2 de outubro de 2017

PRISCILA CRUZ E RAFAEL PARENTE Romper com a malandragem



Tânia Rêgo/Agência Brasil
OCDE: Brasil está entre os que menos gastam com ensino primário, mas tem investimento 'europeu' em universidade --- Despesas por universitário brasileiro superam o investimento de países como Itália e Polônia | Foto: Tânia Rêgo/ Agência Brasil
Professora dá aula em universidade
O desenvolvimento da nossa identidade brasileira foi permeado ao longo da história pela priorização de benefícios particulares de curto prazo em vez da busca pelo bem coletivo.
Até hoje vemos a busca pelo progresso pessoal comumente se traduzir na atitude de levar vantagem -as grandes e pequenas corrupções cotidianas- sobre os outros com a justificativa malandra de que, se não for assim, nada se consegue.
Personagens como Macunaíma e Zé Carioca materializaram e internacionalizaram esse estereótipo, apelidado de jeitinho brasileiro, apesar de não ser exclusividade nossa.
Sérgio Buarque de Holanda e Roberto Da Matta são só alguns dos que se debruçaram sobre a construção dessa identidade e das razões que nos levam a buscar soluções imediatas.
Consequência desse modo de pensar e agir é o descaso com a educação, que precisa ser compromisso de longo prazo de toda a sociedade com todas as crianças.
Ao viver tantas crises cíclicas e sobrepostas, a população brasileira está cada vez mais cansada dessa lógica da malandragem. Começamos a desejar um futuro longe dela, no qual possamos reconstruir nosso moral. Ansiamos pelo rompimento definitivo desse pacto secular com a corrupção.
O movimento Agora!, do qual somos cofundadores, divulgou uma pesquisa que mostra o desejo dos brasileiros de mudar essa realidade e dar seu voto a quadros diferentes dos atuais: 79% gostariam de votar em "cidadãos comuns". Queremos que o Brasil comece um compromisso sério com a segurança, a educação e a saúde de qualidade.
Precisamos ressignificar o que é ser brasileiro, que nação queremos construir -inclusive de que privilégios estamos dispostos a abrir mão.

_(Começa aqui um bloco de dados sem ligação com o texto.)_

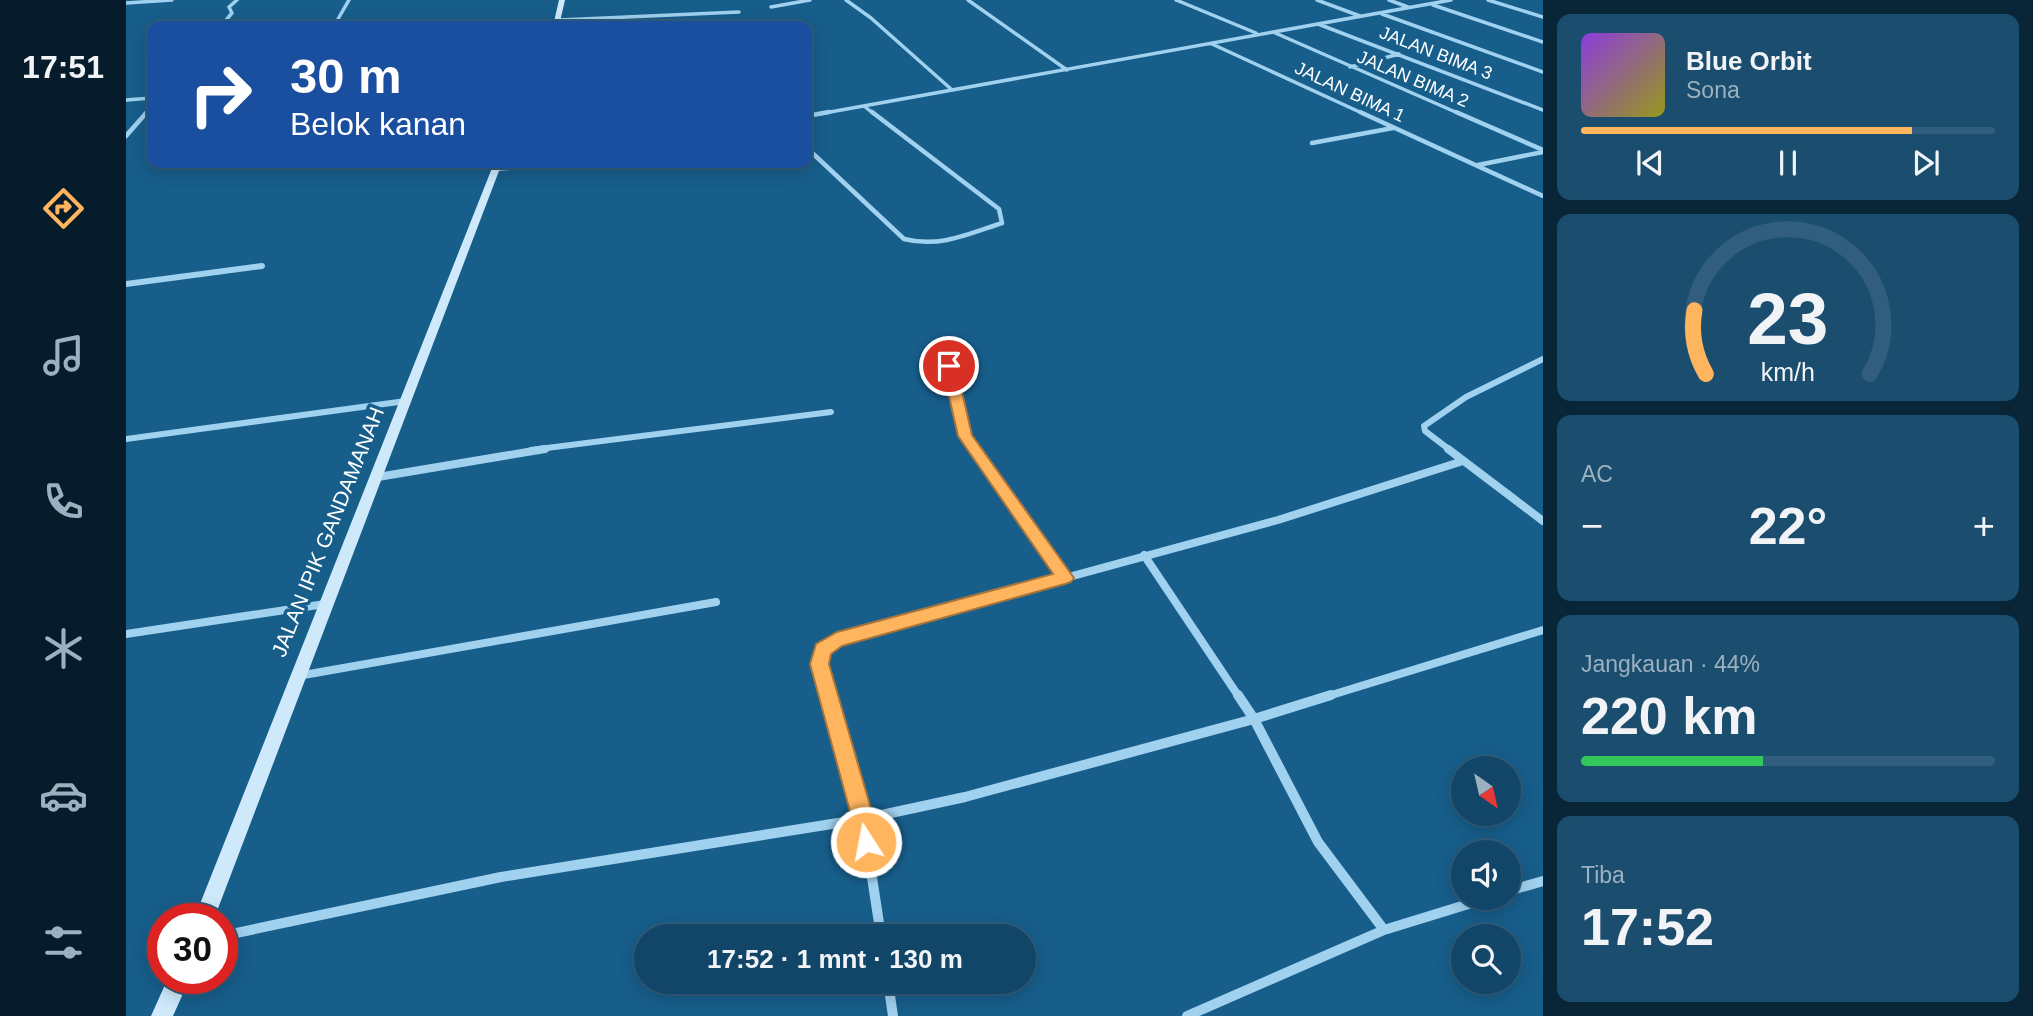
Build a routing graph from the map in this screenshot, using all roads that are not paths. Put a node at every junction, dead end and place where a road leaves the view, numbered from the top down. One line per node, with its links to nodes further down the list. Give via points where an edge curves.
1 (172, 0): 13 (street)
2 (237, 0): 21 (street, via 229,7 232,13)
3 (349, 0): 22 (street)
4 (562, 0): 23 (street)
5 (810, 0): 15 (street)
6 (846, 0): 34 (street)
7 (968, 0): 32 (street)
8 (1176, 0): 27 (street)
9 (1317, 0): 19 (street)
10 (1389, 0): 16 (street)
11 (1451, 0): 14 (street)
12 (1488, 0): 20 (street)
13 (126, 3)
14 (1432, 4): 16 (street); 28 (street)
15 (771, 7)
16 (1412, 8): 18 (street)
17 (740, 12): 24 (street)
18 (1381, 14): 19 (street); 33 (street)
19 (1361, 17): 25 (street)
20 (1543, 17)
21 (225, 21)
22 (337, 21)
23 (557, 21)
24 (590, 21)
25 (1318, 24): 26 (street); 30 (street, JALAN BIMA 3)
26 (1272, 32): 27 (street); 31 (street, JALAN BIMA 2)
27 (1259, 34): 29 (street)
28 (1543, 42)
29 (1212, 44): 32 (street); 41 (street, JALAN BIMA 1)
30 (1399, 54): 31 (street); 38 (street, JALAN BIMA 3)
31 (1350, 67): 44 (street, JALAN BIMA 2)
32 (1067, 70): 34 (street)
33 (1543, 72)
34 (951, 89): 37 (street)
35 (147, 98): 36 (street)
36 (126, 100)
37 (864, 106): 40 (street); 45 (street, via 999,209 1002,223 946,242 917,244 904,239)
38 (1543, 110)
39 (147, 112): 42 (street)
40 (812, 115)
41 (1394, 128): 43 (street); 46 (street, JALAN BIMA 1)
42 (126, 136)
43 (1312, 143)
44 (1543, 151): 46 (street)
45 (812, 153)
46 (1478, 165): 48 (street, JALAN BIMA 1)
47 (496, 168): 53 (street, JALAN IPIK GANDAMANAH)
48 (1543, 196)
49 (262, 266): 50 (street)
50 (126, 284)
51 (1543, 359): 56 (street, via 1491,384 1424,426)
52 (949, 366): 60 (street, via 965,436)
53 (406, 401): 55 (street); 57 (street, JALAN IPIK GANDAMANAH)
54 (831, 412): 57 (street, via 511,453)
55 (126, 439)
56 (1464, 461): 58 (street); 59 (street, via 1278,520)
57 (377, 477): 62 (street, JALAN IPIK GANDAMANAH)
58 (1543, 521)
59 (1144, 555): 60 (street); 66 (street)
60 (1065, 578): 67 (street, via 837,640 823,649 819,664)
61 (716, 602): 65 (street)
62 (326, 604): 64 (street); 65 (street, JALAN IPIK GANDAMANAH)
63 (1543, 630): 66 (street)
64 (126, 634)
65 (297, 676): 70 (street, JALAN IPIK GANDAMANAH)
66 (1254, 719): 67 (street, via 965,797); 73 (street, via 1318,842)
67 (863, 819): 72 (street); 74 (street, via 501,877)
68 (1543, 881): 69 (street)
69 (1521, 887)
70 (210, 903)
71 (1451, 909): 73 (street)
72 (879, 924)
73 (1384, 930): 77 (street)
74 (238, 933)
75 (172, 994): 78 (street)
76 (890, 994): 79 (street)
77 (1195, 1014)
78 (162, 1016)
79 (893, 1016)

Existe uma questão central e inegociável para a reconstrução do país: a educação. Democracia forte e educação de qualidade são interdependentes. Daremos centralidade à educação ou ela continuará a ser uma política proclamada importante, mas que na verdade não é a grande prioridade?
Entre os objetivos fundamentais da República, descritos no artigo 3º de nossa Constituição, estão a construção de uma sociedade livre, justa e solidária, a redução das desigualdades e a promoção do bem de todos, sem preconceitos de qualquer tipo.
Por ora, não estamos conseguindo atingir esses fins -há uma bandeira enorme à nossa frente sinalizando fracasso.
E, de tanto plantar o descaso com a educação, colhemos hoje a violência, a corrupção, o preconceito, a desigualdade, o racismo e tantas outros males que infelizmente definem o nosso cotidiano.
Não há, portanto, a menor possibilidade de alcançar esses objetivos sem nos esforçarmos em garantir obsessivamente a aprendizagem a todas as crianças e todos os jovens.
Enquanto a formação para fazer das nossas crianças cidadãos brasileiros éticos e autônomos não for o primeiro pensamento da sociedade ao acordar pela manhã, não tem jeito, continuaremos achando normal, embora insatisfeitos, que uns levem vantagem sobre outros de forma injusta. É preciso coragem para romper com esse ciclo.
PRISCILA CRUZ, mestre em Administração Pública pela Harvard Kennedy School, é uma das fundadoras e presidente-executiva do Todos Pela Educação e cofundadora do Agora!
RAFAEL PARENTE, doutor em Educação pela Universidade de Nova York, é diretor-executivo da Aondê/Conecturma, presidente do conselho do Ceipe/FGVRJ e cofundador do Agora!